[Saved data entries]
★ ★ ★ ★
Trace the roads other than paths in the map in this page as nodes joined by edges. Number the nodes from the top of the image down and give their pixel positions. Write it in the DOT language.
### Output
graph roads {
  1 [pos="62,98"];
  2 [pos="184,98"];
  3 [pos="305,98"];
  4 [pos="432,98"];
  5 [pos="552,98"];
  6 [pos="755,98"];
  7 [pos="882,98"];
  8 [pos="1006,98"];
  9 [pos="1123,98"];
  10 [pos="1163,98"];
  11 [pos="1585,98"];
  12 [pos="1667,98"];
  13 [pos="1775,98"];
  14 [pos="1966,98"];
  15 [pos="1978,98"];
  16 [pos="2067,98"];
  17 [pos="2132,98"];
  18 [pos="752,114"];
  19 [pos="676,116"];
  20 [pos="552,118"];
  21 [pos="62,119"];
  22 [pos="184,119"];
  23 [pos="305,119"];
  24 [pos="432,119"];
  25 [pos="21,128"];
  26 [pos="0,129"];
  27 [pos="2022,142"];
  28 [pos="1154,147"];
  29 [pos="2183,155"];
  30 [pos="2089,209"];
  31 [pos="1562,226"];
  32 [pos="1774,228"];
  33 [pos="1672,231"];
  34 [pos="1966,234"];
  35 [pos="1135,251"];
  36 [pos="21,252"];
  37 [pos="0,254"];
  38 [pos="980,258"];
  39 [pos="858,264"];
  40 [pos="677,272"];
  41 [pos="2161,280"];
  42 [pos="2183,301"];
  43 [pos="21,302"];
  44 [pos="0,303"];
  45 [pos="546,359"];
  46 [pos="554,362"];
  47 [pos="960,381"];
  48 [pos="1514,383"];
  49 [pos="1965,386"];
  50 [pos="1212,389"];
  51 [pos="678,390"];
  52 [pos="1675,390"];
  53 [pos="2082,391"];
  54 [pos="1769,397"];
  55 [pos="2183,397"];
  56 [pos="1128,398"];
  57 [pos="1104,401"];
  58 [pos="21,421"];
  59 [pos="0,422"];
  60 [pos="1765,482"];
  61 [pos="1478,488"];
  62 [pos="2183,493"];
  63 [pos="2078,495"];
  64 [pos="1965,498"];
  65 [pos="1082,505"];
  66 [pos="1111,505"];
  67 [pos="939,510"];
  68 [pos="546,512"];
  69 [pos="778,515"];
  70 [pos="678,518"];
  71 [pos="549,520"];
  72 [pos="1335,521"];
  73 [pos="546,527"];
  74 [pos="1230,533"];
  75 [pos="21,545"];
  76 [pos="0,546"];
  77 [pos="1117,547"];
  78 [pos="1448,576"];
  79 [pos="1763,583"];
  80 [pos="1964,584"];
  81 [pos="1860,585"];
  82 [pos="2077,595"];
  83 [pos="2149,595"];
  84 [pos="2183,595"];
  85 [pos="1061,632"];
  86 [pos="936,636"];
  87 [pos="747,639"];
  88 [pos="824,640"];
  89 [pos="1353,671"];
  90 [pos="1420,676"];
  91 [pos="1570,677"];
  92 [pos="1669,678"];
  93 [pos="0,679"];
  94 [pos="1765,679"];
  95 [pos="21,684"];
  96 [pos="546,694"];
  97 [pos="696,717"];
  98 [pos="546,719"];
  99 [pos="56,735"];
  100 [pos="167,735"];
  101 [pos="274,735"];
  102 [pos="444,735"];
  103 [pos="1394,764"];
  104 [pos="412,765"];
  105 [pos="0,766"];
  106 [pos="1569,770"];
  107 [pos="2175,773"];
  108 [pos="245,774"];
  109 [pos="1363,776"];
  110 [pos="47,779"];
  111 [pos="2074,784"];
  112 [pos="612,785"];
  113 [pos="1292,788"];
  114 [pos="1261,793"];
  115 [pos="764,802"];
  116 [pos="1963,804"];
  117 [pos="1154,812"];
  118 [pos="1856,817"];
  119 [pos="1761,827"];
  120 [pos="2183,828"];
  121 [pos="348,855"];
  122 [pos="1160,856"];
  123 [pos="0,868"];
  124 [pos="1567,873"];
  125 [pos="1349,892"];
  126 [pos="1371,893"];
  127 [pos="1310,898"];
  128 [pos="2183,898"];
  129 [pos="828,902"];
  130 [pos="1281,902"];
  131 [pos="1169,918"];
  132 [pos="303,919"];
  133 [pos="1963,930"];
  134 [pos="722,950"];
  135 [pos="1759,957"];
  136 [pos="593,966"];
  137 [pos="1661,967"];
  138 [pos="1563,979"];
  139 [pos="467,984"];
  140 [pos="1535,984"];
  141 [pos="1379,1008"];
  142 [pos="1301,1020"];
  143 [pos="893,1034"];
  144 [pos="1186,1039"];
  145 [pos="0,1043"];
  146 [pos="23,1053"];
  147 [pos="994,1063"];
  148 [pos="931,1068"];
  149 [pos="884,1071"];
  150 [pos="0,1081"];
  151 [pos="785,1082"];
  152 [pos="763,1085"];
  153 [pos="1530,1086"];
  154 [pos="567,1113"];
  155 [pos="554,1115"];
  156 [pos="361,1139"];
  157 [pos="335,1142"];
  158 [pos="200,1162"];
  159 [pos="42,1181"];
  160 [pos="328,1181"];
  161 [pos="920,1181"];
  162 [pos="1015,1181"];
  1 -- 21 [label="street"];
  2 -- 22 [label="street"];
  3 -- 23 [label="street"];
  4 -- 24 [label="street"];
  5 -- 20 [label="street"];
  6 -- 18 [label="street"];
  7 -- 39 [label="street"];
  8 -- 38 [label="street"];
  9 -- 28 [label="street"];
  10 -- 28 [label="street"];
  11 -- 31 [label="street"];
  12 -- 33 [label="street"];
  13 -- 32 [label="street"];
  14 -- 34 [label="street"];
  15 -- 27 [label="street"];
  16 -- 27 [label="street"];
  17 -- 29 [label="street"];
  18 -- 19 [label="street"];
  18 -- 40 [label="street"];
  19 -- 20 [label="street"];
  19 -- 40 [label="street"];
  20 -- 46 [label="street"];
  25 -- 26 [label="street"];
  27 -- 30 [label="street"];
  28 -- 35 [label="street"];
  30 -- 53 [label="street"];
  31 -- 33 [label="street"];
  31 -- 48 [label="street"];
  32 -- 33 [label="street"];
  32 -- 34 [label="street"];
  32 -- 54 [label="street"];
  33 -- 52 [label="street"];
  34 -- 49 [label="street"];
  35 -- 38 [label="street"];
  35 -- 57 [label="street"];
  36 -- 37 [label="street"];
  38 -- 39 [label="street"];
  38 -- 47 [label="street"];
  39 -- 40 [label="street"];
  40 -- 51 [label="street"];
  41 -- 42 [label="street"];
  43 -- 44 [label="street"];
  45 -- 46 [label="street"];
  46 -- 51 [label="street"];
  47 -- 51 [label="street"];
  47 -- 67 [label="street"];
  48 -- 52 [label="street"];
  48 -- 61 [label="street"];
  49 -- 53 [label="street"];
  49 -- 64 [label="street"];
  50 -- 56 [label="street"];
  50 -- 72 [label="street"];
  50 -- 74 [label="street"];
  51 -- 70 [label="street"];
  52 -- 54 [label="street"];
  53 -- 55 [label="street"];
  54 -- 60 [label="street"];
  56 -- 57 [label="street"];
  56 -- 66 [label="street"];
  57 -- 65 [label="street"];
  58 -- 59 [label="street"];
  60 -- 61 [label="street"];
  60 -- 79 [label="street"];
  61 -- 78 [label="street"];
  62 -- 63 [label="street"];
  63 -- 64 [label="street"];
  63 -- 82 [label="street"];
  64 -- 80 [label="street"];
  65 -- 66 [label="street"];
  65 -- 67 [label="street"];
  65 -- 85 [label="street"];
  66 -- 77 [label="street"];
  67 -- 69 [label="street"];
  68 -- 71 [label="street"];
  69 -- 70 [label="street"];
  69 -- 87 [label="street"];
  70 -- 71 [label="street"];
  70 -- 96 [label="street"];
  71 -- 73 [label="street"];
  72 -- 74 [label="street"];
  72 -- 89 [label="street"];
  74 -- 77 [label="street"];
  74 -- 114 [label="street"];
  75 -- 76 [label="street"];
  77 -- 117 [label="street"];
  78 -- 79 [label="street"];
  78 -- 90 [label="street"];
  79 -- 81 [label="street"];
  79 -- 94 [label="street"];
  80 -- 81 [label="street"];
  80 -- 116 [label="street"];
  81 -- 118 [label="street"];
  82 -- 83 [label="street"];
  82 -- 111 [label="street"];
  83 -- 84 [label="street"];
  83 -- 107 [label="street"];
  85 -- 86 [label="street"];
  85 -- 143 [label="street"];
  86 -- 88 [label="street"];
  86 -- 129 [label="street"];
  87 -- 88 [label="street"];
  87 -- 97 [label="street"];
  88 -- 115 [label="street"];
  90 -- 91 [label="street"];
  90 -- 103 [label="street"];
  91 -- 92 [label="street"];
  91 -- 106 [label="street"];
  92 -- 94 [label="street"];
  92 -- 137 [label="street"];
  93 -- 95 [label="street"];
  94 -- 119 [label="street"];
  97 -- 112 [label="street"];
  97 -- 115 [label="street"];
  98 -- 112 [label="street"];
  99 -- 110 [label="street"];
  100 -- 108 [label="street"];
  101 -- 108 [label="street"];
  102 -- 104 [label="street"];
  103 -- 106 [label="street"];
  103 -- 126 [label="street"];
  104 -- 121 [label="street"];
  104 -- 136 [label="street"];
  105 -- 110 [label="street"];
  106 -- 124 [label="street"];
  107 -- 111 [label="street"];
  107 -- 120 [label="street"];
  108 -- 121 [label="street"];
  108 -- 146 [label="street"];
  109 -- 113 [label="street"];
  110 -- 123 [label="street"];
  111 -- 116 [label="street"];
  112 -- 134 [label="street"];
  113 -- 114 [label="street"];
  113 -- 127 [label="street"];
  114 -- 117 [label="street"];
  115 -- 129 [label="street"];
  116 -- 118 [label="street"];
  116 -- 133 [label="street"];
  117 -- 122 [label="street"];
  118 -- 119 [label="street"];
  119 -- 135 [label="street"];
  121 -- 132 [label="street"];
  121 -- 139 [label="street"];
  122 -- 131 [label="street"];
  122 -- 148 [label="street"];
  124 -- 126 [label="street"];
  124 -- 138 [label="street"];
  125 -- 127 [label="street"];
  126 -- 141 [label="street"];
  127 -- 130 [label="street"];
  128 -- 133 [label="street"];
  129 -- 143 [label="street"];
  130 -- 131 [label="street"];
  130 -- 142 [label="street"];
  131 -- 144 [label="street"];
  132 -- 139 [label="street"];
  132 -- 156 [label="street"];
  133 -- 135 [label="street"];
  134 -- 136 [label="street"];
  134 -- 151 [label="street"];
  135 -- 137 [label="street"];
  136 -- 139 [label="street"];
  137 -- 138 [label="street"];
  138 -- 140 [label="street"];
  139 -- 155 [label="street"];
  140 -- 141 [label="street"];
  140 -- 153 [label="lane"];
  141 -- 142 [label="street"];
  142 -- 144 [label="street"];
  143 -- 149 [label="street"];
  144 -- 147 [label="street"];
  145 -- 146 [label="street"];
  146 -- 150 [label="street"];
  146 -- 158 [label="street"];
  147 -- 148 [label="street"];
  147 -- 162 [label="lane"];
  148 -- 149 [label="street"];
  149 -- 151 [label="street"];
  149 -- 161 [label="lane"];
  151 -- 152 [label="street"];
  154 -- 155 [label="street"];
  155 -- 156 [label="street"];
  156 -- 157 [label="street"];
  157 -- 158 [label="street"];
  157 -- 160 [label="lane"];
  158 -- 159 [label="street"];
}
★ ★ ★ ★
### YOUR INSTRUCTIONS
Gather each line from the entries above that includes the word "roads".

### RESULT OF THE TASK
Trace the roads other than paths in the map in this page as nodes joined by edges. Number the nodes from the top of the image down and give their pixel positions. Write it in the DOT language.
graph roads {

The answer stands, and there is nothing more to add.